* What you have to do:
Which lines of the entries contain the string "Tysens"? Please find them and copy them.

Collected data entries
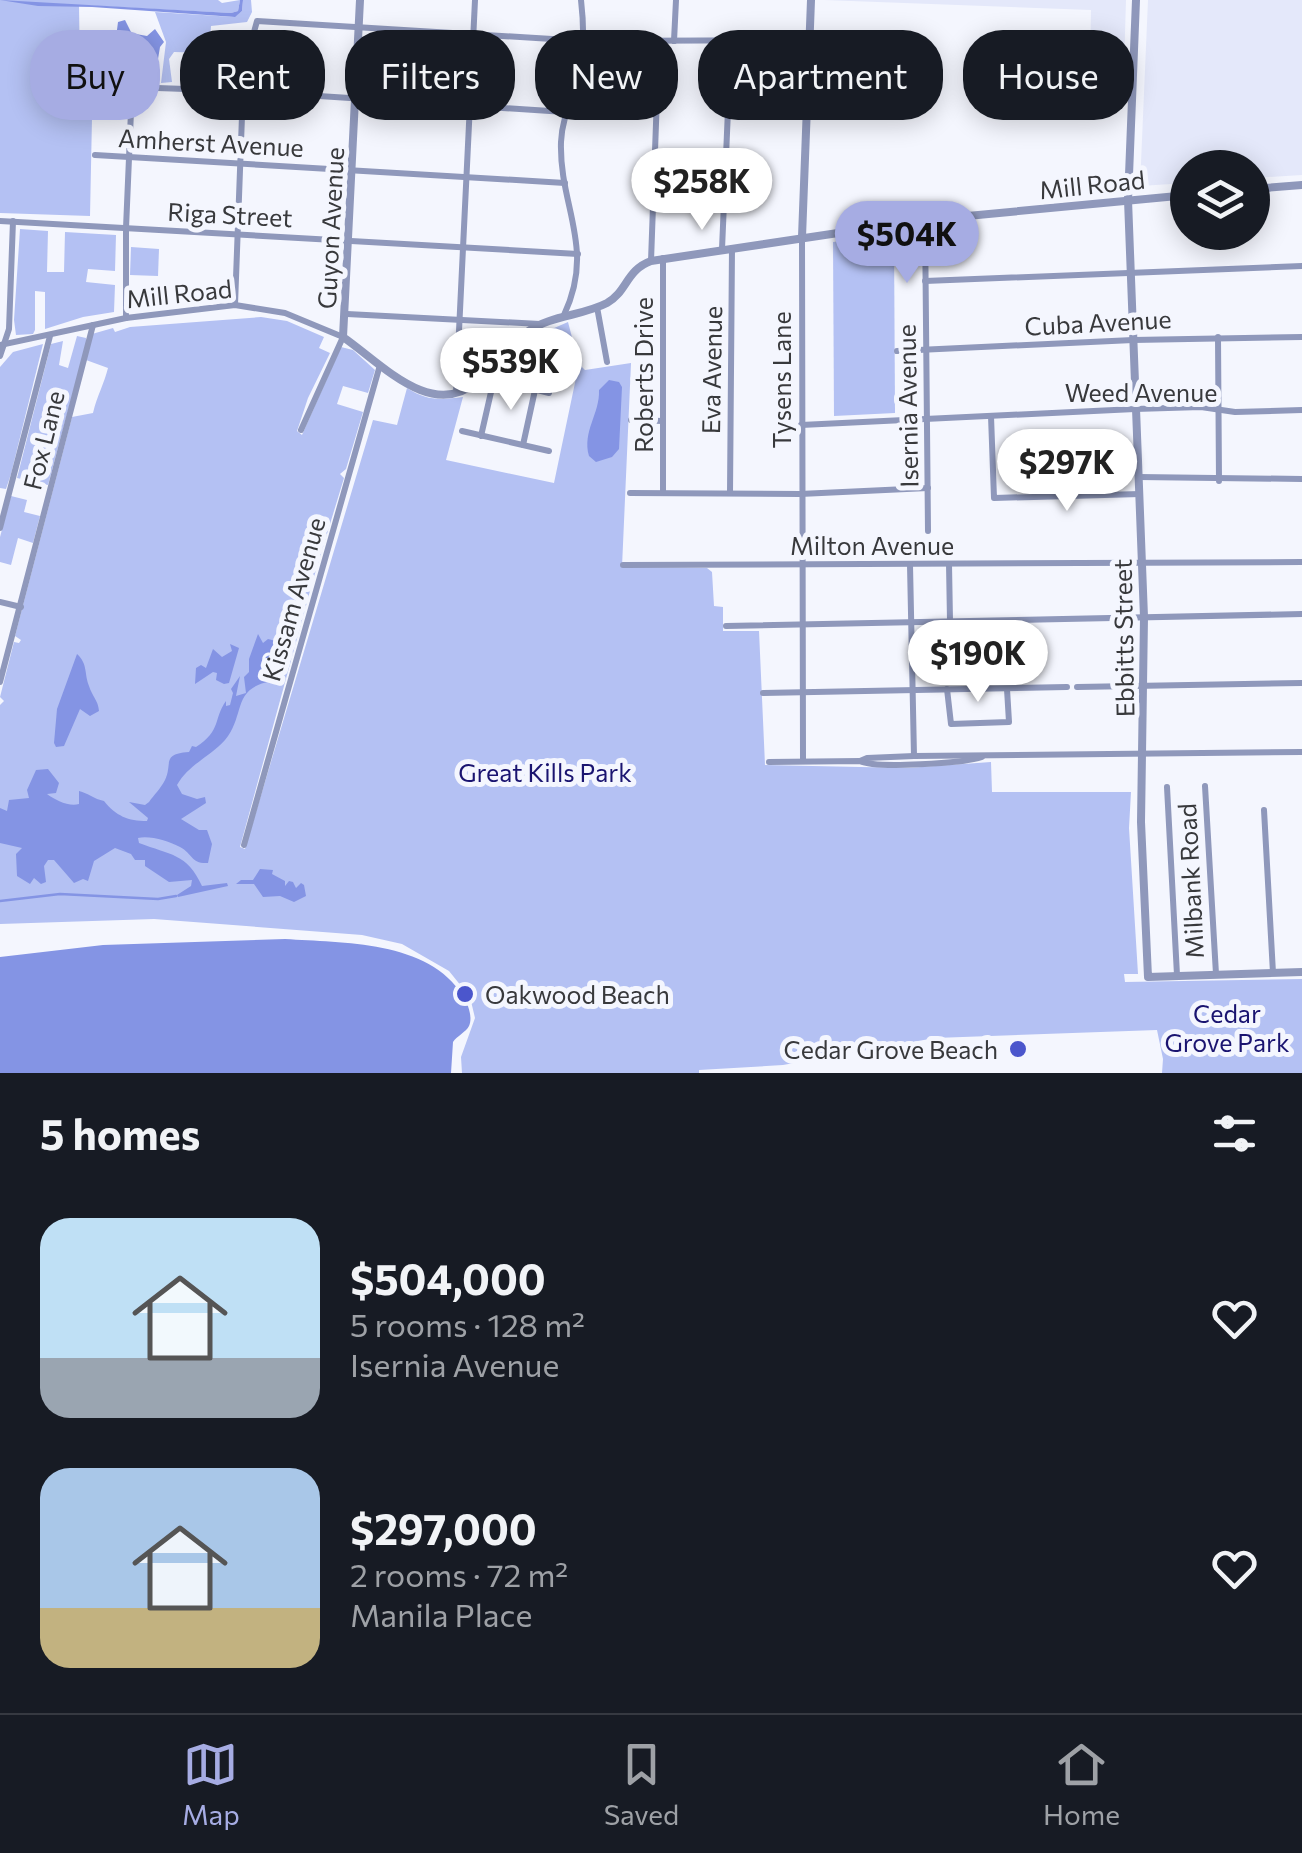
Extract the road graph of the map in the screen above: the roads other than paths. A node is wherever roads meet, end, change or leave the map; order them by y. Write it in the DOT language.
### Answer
graph roads {
  1 [pos="360,0"];
  2 [pos="474,0"];
  3 [pos="581,0"];
  4 [pos="676,0"];
  5 [pos="812,0"];
  6 [pos="1136,0"];
  7 [pos="359,27"];
  8 [pos="255,30"];
  9 [pos="359,30"];
  10 [pos="408,30"];
  11 [pos="473,30"];
  12 [pos="583,30"];
  13 [pos="675,30"];
  14 [pos="810,30"];
  15 [pos="131,120"];
  16 [pos="242,120"];
  17 [pos="355,120"];
  18 [pos="468,120"];
  19 [pos="564,120"];
  20 [pos="655,120"];
  21 [pos="729,120"];
  22 [pos="807,120"];
  23 [pos="95,155"];
  24 [pos="130,156"];
  25 [pos="240,163"];
  26 [pos="353,170"];
  27 [pos="466,177"];
  28 [pos="565,183"];
  29 [pos="1302,185"];
  30 [pos="1270,188"];
  31 [pos="1170,196"];
  32 [pos="1128,200"];
  33 [pos="925,220"];
  34 [pos="0,221"];
  35 [pos="13,222"];
  36 [pos="126,228"];
  37 [pos="236,235"];
  38 [pos="802,237"];
  39 [pos="350,241"];
  40 [pos="464,247"];
  41 [pos="727,249"];
  42 [pos="578,254"];
  43 [pos="663,258"];
  44 [pos="651,260"];
  45 [pos="1302,266"];
  46 [pos="1130,272"];
  47 [pos="925,281"];
  48 [pos="0,290"];
  49 [pos="10,291"];
  50 [pos="235,306"];
  51 [pos="597,306"];
  52 [pos="347,314"];
  53 [pos="564,315"];
  54 [pos="126,318"];
  55 [pos="460,319"];
  56 [pos="93,324"];
  57 [pos="542,324"];
  58 [pos="50,336"];
  59 [pos="1218,337"];
  60 [pos="1302,337"];
  61 [pos="343,338"];
  62 [pos="1133,340"];
  63 [pos="2,344"];
  64 [pos="926,350"];
  65 [pos="897,352"];
  66 [pos="0,356"];
  67 [pos="607,362"];
  68 [pos="381,364"];
  69 [pos="484,376"];
  70 [pos="494,379"];
  71 [pos="535,390"];
  72 [pos="549,393"];
  73 [pos="456,394"];
  74 [pos="1135,409"];
  75 [pos="1219,410"];
  76 [pos="1302,410"];
  77 [pos="991,416"];
  78 [pos="928,418"];
  79 [pos="631,420"];
  80 [pos="664,421"];
  81 [pos="801,426"];
  82 [pos="301,430"];
  83 [pos="462,432"];
  84 [pos="481,436"];
  85 [pos="522,445"];
  86 [pos="549,451"];
  87 [pos="1139,478"];
  88 [pos="1219,480"];
  89 [pos="1302,480"];
  90 [pos="928,488"];
  91 [pos="662,492"];
  92 [pos="730,492"];
  93 [pos="630,493"];
  94 [pos="800,494"];
  95 [pos="1140,494"];
  96 [pos="0,528"];
  97 [pos="928,531"];
  98 [pos="1302,562"];
  99 [pos="1142,563"];
  100 [pos="949,564"];
  101 [pos="623,565"];
  102 [pos="910,565"];
  103 [pos="801,566"];
  104 [pos="0,602"];
  105 [pos="21,607"];
  106 [pos="1302,614"];
  107 [pos="1144,618"];
  108 [pos="950,621"];
  109 [pos="912,622"];
  110 [pos="801,624"];
  111 [pos="726,626"];
  112 [pos="0,682"];
  113 [pos="1302,683"];
  114 [pos="1145,686"];
  115 [pos="1066,688"];
  116 [pos="1077,688"];
  117 [pos="1007,689"];
  118 [pos="913,690"];
  119 [pos="947,690"];
  120 [pos="802,693"];
  121 [pos="764,694"];
  122 [pos="1302,752"];
  123 [pos="1143,754"];
  124 [pos="914,756"];
  125 [pos="983,757"];
  126 [pos="803,760"];
  127 [pos="860,761"];
  128 [pos="769,762"];
  129 [pos="1205,786"];
  130 [pos="1166,787"];
  131 [pos="1264,810"];
  132 [pos="244,845"];
  133 [pos="1273,972"];
  134 [pos="1302,972"];
  135 [pos="1216,974"];
  136 [pos="1177,975"];
  1 -- 7 [label="street, Guyon Avenue"];
  2 -- 11 [label="street"];
  3 -- 12 [label="street"];
  4 -- 13 [label="street"];
  5 -- 14 [label="street, Tysens Lane"];
  6 -- 32 [label="street, Ebbitts Street"];
  7 -- 8 [label="street"];
  7 -- 9 [label="street, Guyon Avenue"];
  7 -- 10 [label="street"];
  15 -- 24 [label="street"];
  16 -- 25 [label="street"];
  17 -- 26 [label="street, Guyon Avenue"];
  18 -- 27 [label="street"];
  19 -- 28 [label="street"];
  20 -- 44 [label="street"];
  21 -- 41 [label="street, Eva Avenue"];
  22 -- 38 [label="street, Tysens Lane"];
  23 -- 24 [label="street, Amherst Avenue"];
  24 -- 25 [label="street, Amherst Avenue"];
  24 -- 36 [label="street"];
  25 -- 26 [label="street, Amherst Avenue"];
  25 -- 37 [label="street"];
  26 -- 27 [label="street, Amherst Avenue"];
  26 -- 39 [label="street, Guyon Avenue"];
  27 -- 28 [label="street, Amherst Avenue"];
  27 -- 40 [label="street"];
  28 -- 42 [label="street"];
  29 -- 30 [label="street"];
  31 -- 32 [label="street, Mill Road"];
  32 -- 33 [label="street, Mill Road"];
  32 -- 46 [label="street, Ebbitts Street"];
  33 -- 38 [label="street, Mill Road"];
  33 -- 47 [label="street, Isernia Avenue"];
  34 -- 35 [label="street, Riga Street"];
  35 -- 36 [label="street, Riga Street"];
  35 -- 49 [label="street"];
  36 -- 37 [label="street, Riga Street"];
  36 -- 54 [label="street"];
  37 -- 39 [label="street, Riga Street"];
  37 -- 50 [label="street"];
  38 -- 41 [label="street, Mill Road"];
  38 -- 81 [label="street, Tysens Lane"];
  39 -- 40 [label="street, Riga Street"];
  39 -- 52 [label="street, Guyon Avenue"];
  40 -- 42 [label="street, Riga Street"];
  40 -- 55 [label="street"];
  41 -- 43 [label="street, Mill Road"];
  41 -- 92 [label="street, Eva Avenue"];
  42 -- 53 [label="street"];
  43 -- 44 [label="street, Mill Road"];
  43 -- 80 [label="street, Roberts Drive"];
  44 -- 51 [label="street"];
  45 -- 46 [label="street"];
  46 -- 47 [label="street"];
  46 -- 62 [label="street, Ebbitts Street"];
  47 -- 64 [label="street, Isernia Avenue"];
  48 -- 49 [label="street"];
  49 -- 63 [label="street"];
  50 -- 54 [label="street, Mill Road"];
  50 -- 61 [label="street, Mill Road"];
  51 -- 53 [label="street"];
  51 -- 67 [label="street"];
  52 -- 55 [label="street"];
  52 -- 61 [label="street, Guyon Avenue"];
  53 -- 57 [label="street"];
  54 -- 56 [label="street, Mill Road"];
  55 -- 57 [label="street"];
  55 -- 73 [label="street"];
  56 -- 58 [label="street, Mill Road"];
  56 -- 105 [label="street, Fox Lane"];
  57 -- 69 [label="street"];
  58 -- 63 [label="street, Mill Road"];
  58 -- 96 [label="street"];
  59 -- 60 [label="street, Cuba Avenue"];
  59 -- 62 [label="street, Cuba Avenue"];
  59 -- 75 [label="street"];
  61 -- 68 [label="street, Mill Road"];
  61 -- 82 [label="street"];
  62 -- 64 [label="street, Cuba Avenue"];
  62 -- 74 [label="street, Ebbitts Street"];
  63 -- 66 [label="street"];
  64 -- 65 [label="street, Cuba Avenue"];
  64 -- 78 [label="street, Isernia Avenue"];
  68 -- 73 [label="street, Mill Road"];
  68 -- 132 [label="street, Kissam Avenue"];
  69 -- 70 [label="street"];
  69 -- 73 [label="street"];
  70 -- 71 [label="street"];
  70 -- 84 [label="street"];
  71 -- 72 [label="street"];
  71 -- 85 [label="street"];
  74 -- 75 [label="street, Weed Avenue"];
  74 -- 77 [label="street, Weed Avenue"];
  74 -- 87 [label="street, Ebbitts Street"];
  75 -- 76 [label="street, Weed Avenue"];
  75 -- 88 [label="street"];
  77 -- 78 [label="street, Weed Avenue"];
  77 -- 95 [label="street"];
  78 -- 81 [label="street, Weed Avenue"];
  78 -- 90 [label="street, Isernia Avenue"];
  79 -- 80 [label="street"];
  80 -- 91 [label="street, Roberts Drive"];
  81 -- 94 [label="street, Tysens Lane"];
  83 -- 84 [label="street"];
  84 -- 85 [label="street"];
  85 -- 86 [label="street"];
  87 -- 88 [label="street"];
  87 -- 95 [label="street, Ebbitts Street"];
  88 -- 89 [label="street"];
  90 -- 94 [label="street"];
  90 -- 97 [label="street, Isernia Avenue"];
  91 -- 92 [label="street"];
  91 -- 93 [label="street"];
  92 -- 94 [label="street"];
  94 -- 103 [label="street, Tysens Lane"];
  95 -- 99 [label="street, Ebbitts Street"];
  98 -- 99 [label="street, Milton Avenue"];
  99 -- 100 [label="street, Milton Avenue"];
  99 -- 107 [label="street, Ebbitts Street"];
  100 -- 102 [label="street, Milton Avenue"];
  100 -- 108 [label="street"];
  101 -- 103 [label="street, Milton Avenue"];
  102 -- 103 [label="street, Milton Avenue"];
  102 -- 109 [label="street"];
  103 -- 110 [label="street, Tysens Lane"];
  104 -- 105 [label="street"];
  105 -- 112 [label="street, Fox Lane"];
  106 -- 107 [label="street"];
  107 -- 108 [label="street"];
  107 -- 114 [label="street, Ebbitts Street"];
  108 -- 109 [label="street"];
  109 -- 110 [label="street"];
  109 -- 118 [label="street"];
  110 -- 111 [label="street"];
  110 -- 120 [label="street, Tysens Lane"];
  113 -- 114 [label="street"];
  114 -- 116 [label="street"];
  114 -- 123 [label="street, Ebbitts Street"];
  115 -- 117 [label="street"];
  117 -- 119 [label="street"];
  117 -- 119 [label="street"];
  118 -- 119 [label="street"];
  118 -- 120 [label="street"];
  118 -- 124 [label="street"];
  120 -- 121 [label="street"];
  120 -- 126 [label="street, Tysens Lane"];
  122 -- 123 [label="street"];
  123 -- 125 [label="street"];
  123 -- 136 [label="street, Ebbitts Street"];
  124 -- 125 [label="street"];
  124 -- 127 [label="street"];
  125 -- 127 [label="street"];
  126 -- 127 [label="street"];
  126 -- 128 [label="street"];
  129 -- 135 [label="street, Milbank Road"];
  130 -- 136 [label="street"];
  131 -- 133 [label="street"];
  133 -- 134 [label="street"];
  133 -- 135 [label="street"];
  135 -- 136 [label="street"];
}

* Result below:
  5 -- 14 [label="street, Tysens Lane"];
  22 -- 38 [label="street, Tysens Lane"];
  38 -- 81 [label="street, Tysens Lane"];
  81 -- 94 [label="street, Tysens Lane"];
  94 -- 103 [label="street, Tysens Lane"];
  103 -- 110 [label="street, Tysens Lane"];
  110 -- 120 [label="street, Tysens Lane"];
  120 -- 126 [label="street, Tysens Lane"];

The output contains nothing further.